Delays often lead to more work for your legal representatives. This includes re-familiarising themselves with the details of the claim after a lengthy gap and increased correspondence between the parties and tribunal, increasing fees.

Pressure on the tribunal service will likely result in more hearings being vacated at short notice, usually because of a lack of judicial availability, as tribunals intentionally ‘overbook’ hearings, expecting many to settle.  Like airlines, sometimes they get it wrong.

This will increase legal fees as the postponement often happens at short notice when you have already incurred the cost of preparing for and attending the hearing.  You will then have to pay again when the hearing is relisted (often months after the original date).

Delays also mean increased managerial, Human Resources, and in-house legal time spent assisting with a claim at a higher cost to your business.

An uptick in Alternative Dispute Resolution (ADR)?

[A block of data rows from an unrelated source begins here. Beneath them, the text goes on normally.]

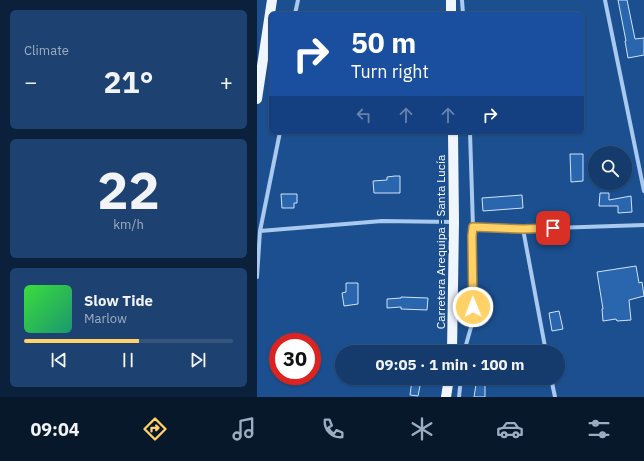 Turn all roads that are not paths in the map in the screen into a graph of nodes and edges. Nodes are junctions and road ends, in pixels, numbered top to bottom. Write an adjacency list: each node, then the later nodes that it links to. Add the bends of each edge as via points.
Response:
1 (272, 0): 6 (main road)
2 (298, 0): 7 (street)
3 (451, 0): 8 (main road)
4 (462, 0): 9 (street)
5 (605, 0): 15 (street)
6 (270, 12)
7 (295, 12)
8 (451, 12)
9 (463, 12)
10 (269, 20): 11 (main road)
11 (257, 99)
12 (280, 134): 20 (street)
13 (453, 134): 16 (main road, Carretera Arequipa - Santa Lucía)
14 (469, 134): 18 (street)
15 (644, 191)
16 (454, 222): 20 (street, via 383,221); 22 (main road, Carretera Arequipa - Santa Lucía)
17 (644, 225): 19 (street)
18 (473, 227): 19 (street); 23 (street, via 473,320)
19 (523, 229): 24 (street)
20 (260, 231): 21 (street)
21 (257, 276)
22 (452, 345)
23 (466, 345)
24 (545, 345)
25 (448, 385): 29 (main road)
26 (450, 385): 30 (street)
27 (460, 385): 31 (street)
28 (552, 385): 32 (street)
29 (446, 397)
30 (453, 397)
31 (459, 397)
32 (555, 397) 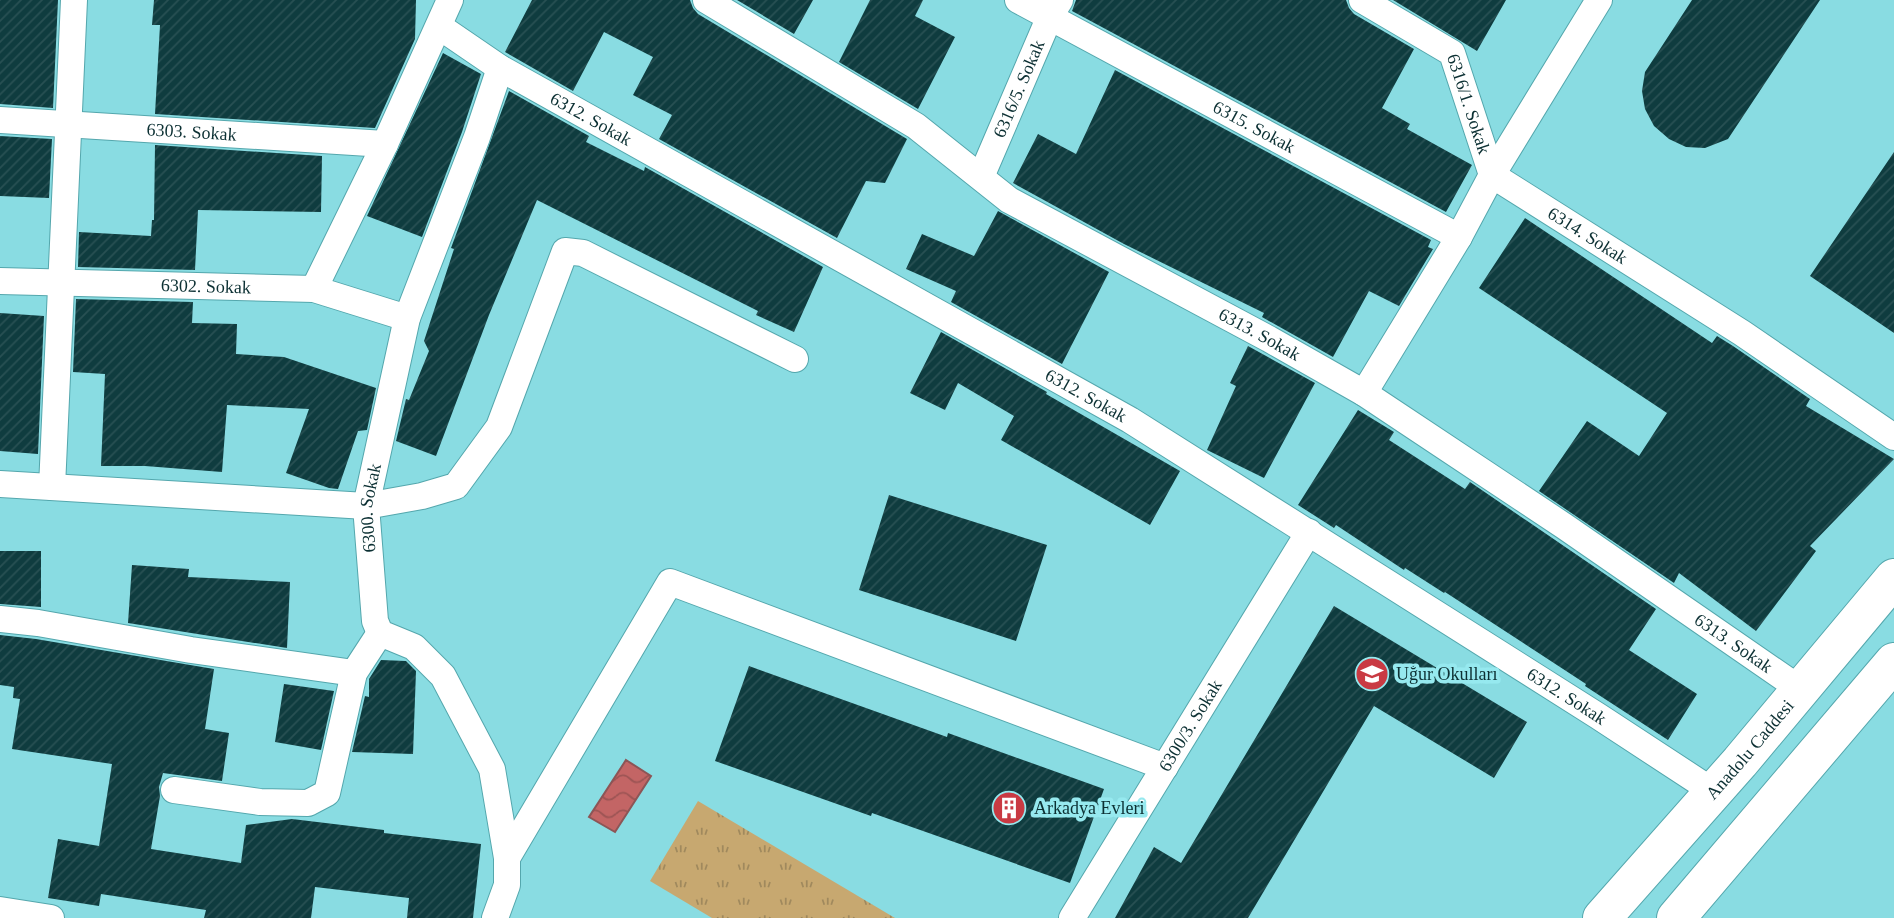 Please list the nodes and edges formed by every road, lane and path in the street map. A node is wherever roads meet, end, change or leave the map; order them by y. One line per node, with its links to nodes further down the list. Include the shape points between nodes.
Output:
1 (74, 0): 11 (street)
2 (450, 0): 8 (street)
3 (706, 0): 14 (street, 6313. Sokak, via 916,126)
4 (1018, 0): 7 (street, 6315. Sokak)
5 (1362, 0): 13 (street, 6316/1. Sokak, via 1452,53)
6 (1599, 0): 13 (street)
7 (1055, 8): 14 (street, 6316/5. Sokak); 15 (street, 6315. Sokak)
8 (440, 27): 9 (street, 6312. Sokak); 12 (street)
9 (500, 68): 19 (street, 6300. Sokak); 26 (street, 6312. Sokak, via 1130,421)
10 (0, 120): 11 (street, 6303. Sokak)
11 (69, 125): 12 (street, 6303. Sokak); 17 (street)
12 (385, 144): 18 (street)
13 (1492, 175): 15 (street); 22 (street, 6314. Sokak, via 1742,333)
14 (981, 177): 21 (street, 6313. Sokak, via 1009,200)
15 (1459, 237): 21 (street)
16 (0, 281): 17 (street, 6302. Sokak)
17 (61, 282): 18 (street, 6302. Sokak); 24 (street)
18 (314, 289): 19 (street, 6302. Sokak)
19 (407, 318): 25 (street, 6300. Sokak)
20 (795, 359): 25 (street, via 583,253 565,251 499,427 456,486)
21 (1364, 393): 32 (street, 6313. Sokak)
22 (1894, 437)
23 (0, 484): 24 (street)
24 (52, 487): 25 (street)
25 (366, 506): 29 (street, 6300. Sokak, via 375,621)
26 (1309, 532): 33 (street, 6300/3. Sokak); 35 (street, 6312. Sokak)
27 (1894, 578): 32 (highway, Anadolu Caddesi)
28 (0, 619): 31 (street)
29 (380, 632): 31 (street); 36 (street, via 414,647 443,676 492,769)
30 (1894, 662): 42 (highway)
31 (354, 673): 34 (street, via 327,793 308,803 260,802)
32 (1800, 688): 35 (highway, Anadolu Caddesi)
33 (1165, 767): 36 (street, via 670,582); 40 (street, 6300/3. Sokak)
34 (174, 790)
35 (1714, 792): 41 (highway, Anadolu Caddesi)
36 (507, 858): 39 (street, via 507,885)
37 (0, 910): 38 (street)
38 (51, 918)
39 (495, 918)
40 (1072, 918)
41 (1602, 918)
42 (1676, 918) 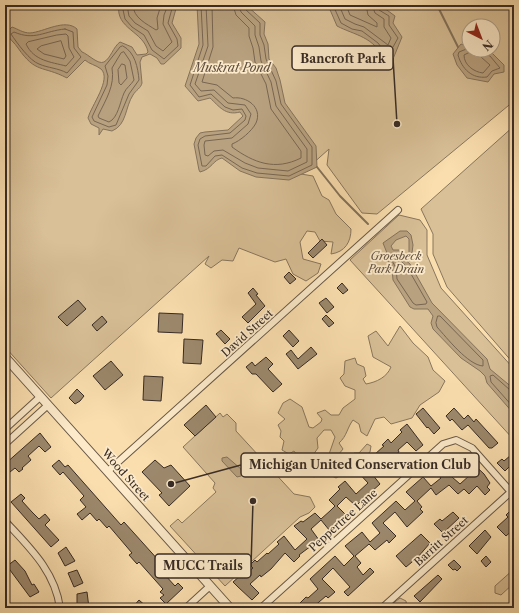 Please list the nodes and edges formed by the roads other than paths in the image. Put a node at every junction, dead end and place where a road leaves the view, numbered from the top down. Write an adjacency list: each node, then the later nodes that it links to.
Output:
1 (398, 210): 7 (street, David Street)
2 (5, 357): 3 (street, Wood Street)
3 (40, 397): 4 (street, Wood Street); 5 (street)
4 (48, 405): 6 (street); 7 (street, Wood Street)
5 (5, 429)
6 (5, 444)
7 (108, 471): 10 (street, Wood Street)
8 (513, 490): 14 (street, Peppertree Lane); 15 (street, Barritt Street)
9 (5, 521): 11 (street)
10 (210, 586): 12 (street); 13 (street, Wood Street)
11 (60, 608)
12 (186, 608)
13 (230, 608)
14 (261, 608)
15 (382, 608)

We may see more ADR if claim numbers increase. There are currently four types of ADR available in employment disputes:

  • Acas early conciliation
  • Judicial mediation
  • Judicial assessment
  • Dispute resolution appointments

Dispute resolution appointments are a relatively new concept. They were rolled out to all employment tribunals in late 2023, having been piloted for three years in the West Midlands region.

A dispute resolution appointment involves an employment judge giving each party an evaluation of their chances of success and possible remedy outcomes whilst being impartial. It is generally listed for cases with a final hearing of six days or more. It is the only type of compulsory ADR. It could, therefore, be helpful for employers in cases where an employee is reluctant to engage in settlement discussions or has unreasonable settlement expectations.

We have yet to see these appointments listed routinely. Still, perhaps tribunals will begin to use them more if claims significantly increase, possibly with a widening of the circumstances in which they will be scheduled.